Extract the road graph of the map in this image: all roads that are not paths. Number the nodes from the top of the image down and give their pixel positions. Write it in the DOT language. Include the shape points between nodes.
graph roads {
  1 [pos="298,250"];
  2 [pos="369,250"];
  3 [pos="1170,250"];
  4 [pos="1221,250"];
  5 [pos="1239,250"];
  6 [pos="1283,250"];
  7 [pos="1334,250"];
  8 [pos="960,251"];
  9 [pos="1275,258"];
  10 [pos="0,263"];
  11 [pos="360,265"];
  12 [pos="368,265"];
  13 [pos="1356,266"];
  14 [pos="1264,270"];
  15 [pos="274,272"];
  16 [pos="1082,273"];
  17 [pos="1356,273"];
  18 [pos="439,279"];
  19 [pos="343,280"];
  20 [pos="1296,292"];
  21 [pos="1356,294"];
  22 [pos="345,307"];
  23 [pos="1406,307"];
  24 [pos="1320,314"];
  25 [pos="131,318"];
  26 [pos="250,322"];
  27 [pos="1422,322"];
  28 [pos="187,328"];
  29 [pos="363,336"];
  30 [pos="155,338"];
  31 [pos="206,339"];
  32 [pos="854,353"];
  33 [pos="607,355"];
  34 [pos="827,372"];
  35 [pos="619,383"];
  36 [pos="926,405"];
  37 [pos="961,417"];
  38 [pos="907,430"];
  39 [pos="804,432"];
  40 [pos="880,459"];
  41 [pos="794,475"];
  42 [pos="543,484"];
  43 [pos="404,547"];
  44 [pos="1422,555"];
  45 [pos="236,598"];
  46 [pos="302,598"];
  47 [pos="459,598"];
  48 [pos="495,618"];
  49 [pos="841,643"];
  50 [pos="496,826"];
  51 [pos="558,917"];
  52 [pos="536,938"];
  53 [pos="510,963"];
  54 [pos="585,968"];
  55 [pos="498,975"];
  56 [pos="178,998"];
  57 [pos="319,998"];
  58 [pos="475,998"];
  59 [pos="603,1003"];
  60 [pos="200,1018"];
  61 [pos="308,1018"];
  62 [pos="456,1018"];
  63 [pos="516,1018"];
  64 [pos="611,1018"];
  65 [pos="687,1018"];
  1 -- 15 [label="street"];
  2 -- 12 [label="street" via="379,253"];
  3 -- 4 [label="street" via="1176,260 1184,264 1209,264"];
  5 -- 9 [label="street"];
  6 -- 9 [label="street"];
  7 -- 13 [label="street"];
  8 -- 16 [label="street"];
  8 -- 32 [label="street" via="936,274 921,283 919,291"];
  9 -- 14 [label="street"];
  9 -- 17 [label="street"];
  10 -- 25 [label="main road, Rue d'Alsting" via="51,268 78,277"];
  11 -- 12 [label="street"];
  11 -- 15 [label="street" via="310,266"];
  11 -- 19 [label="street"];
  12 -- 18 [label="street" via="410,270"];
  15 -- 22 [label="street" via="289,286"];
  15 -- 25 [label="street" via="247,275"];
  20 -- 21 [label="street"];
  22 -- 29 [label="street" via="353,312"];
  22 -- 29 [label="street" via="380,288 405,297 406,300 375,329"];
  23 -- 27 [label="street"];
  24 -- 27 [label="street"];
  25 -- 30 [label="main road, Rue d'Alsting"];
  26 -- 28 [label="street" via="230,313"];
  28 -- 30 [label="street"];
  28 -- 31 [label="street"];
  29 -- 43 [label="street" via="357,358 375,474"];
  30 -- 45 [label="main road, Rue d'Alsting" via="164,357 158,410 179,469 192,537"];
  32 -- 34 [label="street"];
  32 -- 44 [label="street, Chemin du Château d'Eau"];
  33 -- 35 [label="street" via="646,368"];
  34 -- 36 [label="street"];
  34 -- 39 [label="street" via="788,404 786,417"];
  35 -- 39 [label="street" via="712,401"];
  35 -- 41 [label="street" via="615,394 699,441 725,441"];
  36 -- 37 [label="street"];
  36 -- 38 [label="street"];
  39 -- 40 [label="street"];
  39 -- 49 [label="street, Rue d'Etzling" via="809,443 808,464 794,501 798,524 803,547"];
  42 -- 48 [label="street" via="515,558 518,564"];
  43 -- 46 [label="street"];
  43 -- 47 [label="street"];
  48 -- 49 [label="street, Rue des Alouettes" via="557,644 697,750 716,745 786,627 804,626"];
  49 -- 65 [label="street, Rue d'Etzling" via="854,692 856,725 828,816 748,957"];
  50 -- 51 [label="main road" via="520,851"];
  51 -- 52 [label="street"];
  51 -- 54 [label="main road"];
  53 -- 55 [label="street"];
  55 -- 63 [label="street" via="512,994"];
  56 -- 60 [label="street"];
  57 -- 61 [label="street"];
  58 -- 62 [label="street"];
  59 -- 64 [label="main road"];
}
· · · ·
## Task statement:
In your answer, repeat each of the records exactly.

## Problem solution:
Extract the road graph of the map in this image: all roads that are not paths. Number the nodes from the top of the image down and give their pixel positions. Write it in the DOT language. Include the shape points between nodes.
graph roads {
  1 [pos="298,250"];
  2 [pos="369,250"];
  3 [pos="1170,250"];
  4 [pos="1221,250"];
  5 [pos="1239,250"];
  6 [pos="1283,250"];
  7 [pos="1334,250"];
  8 [pos="960,251"];
  9 [pos="1275,258"];
  10 [pos="0,263"];
  11 [pos="360,265"];
  12 [pos="368,265"];
  13 [pos="1356,266"];
  14 [pos="1264,270"];
  15 [pos="274,272"];
  16 [pos="1082,273"];
  17 [pos="1356,273"];
  18 [pos="439,279"];
  19 [pos="343,280"];
  20 [pos="1296,292"];
  21 [pos="1356,294"];
  22 [pos="345,307"];
  23 [pos="1406,307"];
  24 [pos="1320,314"];
  25 [pos="131,318"];
  26 [pos="250,322"];
  27 [pos="1422,322"];
  28 [pos="187,328"];
  29 [pos="363,336"];
  30 [pos="155,338"];
  31 [pos="206,339"];
  32 [pos="854,353"];
  33 [pos="607,355"];
  34 [pos="827,372"];
  35 [pos="619,383"];
  36 [pos="926,405"];
  37 [pos="961,417"];
  38 [pos="907,430"];
  39 [pos="804,432"];
  40 [pos="880,459"];
  41 [pos="794,475"];
  42 [pos="543,484"];
  43 [pos="404,547"];
  44 [pos="1422,555"];
  45 [pos="236,598"];
  46 [pos="302,598"];
  47 [pos="459,598"];
  48 [pos="495,618"];
  49 [pos="841,643"];
  50 [pos="496,826"];
  51 [pos="558,917"];
  52 [pos="536,938"];
  53 [pos="510,963"];
  54 [pos="585,968"];
  55 [pos="498,975"];
  56 [pos="178,998"];
  57 [pos="319,998"];
  58 [pos="475,998"];
  59 [pos="603,1003"];
  60 [pos="200,1018"];
  61 [pos="308,1018"];
  62 [pos="456,1018"];
  63 [pos="516,1018"];
  64 [pos="611,1018"];
  65 [pos="687,1018"];
  1 -- 15 [label="street"];
  2 -- 12 [label="street" via="379,253"];
  3 -- 4 [label="street" via="1176,260 1184,264 1209,264"];
  5 -- 9 [label="street"];
  6 -- 9 [label="street"];
  7 -- 13 [label="street"];
  8 -- 16 [label="street"];
  8 -- 32 [label="street" via="936,274 921,283 919,291"];
  9 -- 14 [label="street"];
  9 -- 17 [label="street"];
  10 -- 25 [label="main road, Rue d'Alsting" via="51,268 78,277"];
  11 -- 12 [label="street"];
  11 -- 15 [label="street" via="310,266"];
  11 -- 19 [label="street"];
  12 -- 18 [label="street" via="410,270"];
  15 -- 22 [label="street" via="289,286"];
  15 -- 25 [label="street" via="247,275"];
  20 -- 21 [label="street"];
  22 -- 29 [label="street" via="353,312"];
  22 -- 29 [label="street" via="380,288 405,297 406,300 375,329"];
  23 -- 27 [label="street"];
  24 -- 27 [label="street"];
  25 -- 30 [label="main road, Rue d'Alsting"];
  26 -- 28 [label="street" via="230,313"];
  28 -- 30 [label="street"];
  28 -- 31 [label="street"];
  29 -- 43 [label="street" via="357,358 375,474"];
  30 -- 45 [label="main road, Rue d'Alsting" via="164,357 158,410 179,469 192,537"];
  32 -- 34 [label="street"];
  32 -- 44 [label="street, Chemin du Château d'Eau"];
  33 -- 35 [label="street" via="646,368"];
  34 -- 36 [label="street"];
  34 -- 39 [label="street" via="788,404 786,417"];
  35 -- 39 [label="street" via="712,401"];
  35 -- 41 [label="street" via="615,394 699,441 725,441"];
  36 -- 37 [label="street"];
  36 -- 38 [label="street"];
  39 -- 40 [label="street"];
  39 -- 49 [label="street, Rue d'Etzling" via="809,443 808,464 794,501 798,524 803,547"];
  42 -- 48 [label="street" via="515,558 518,564"];
  43 -- 46 [label="street"];
  43 -- 47 [label="street"];
  48 -- 49 [label="street, Rue des Alouettes" via="557,644 697,750 716,745 786,627 804,626"];
  49 -- 65 [label="street, Rue d'Etzling" via="854,692 856,725 828,816 748,957"];
  50 -- 51 [label="main road" via="520,851"];
  51 -- 52 [label="street"];
  51 -- 54 [label="main road"];
  53 -- 55 [label="street"];
  55 -- 63 [label="street" via="512,994"];
  56 -- 60 [label="street"];
  57 -- 61 [label="street"];
  58 -- 62 [label="street"];
  59 -- 64 [label="main road"];
}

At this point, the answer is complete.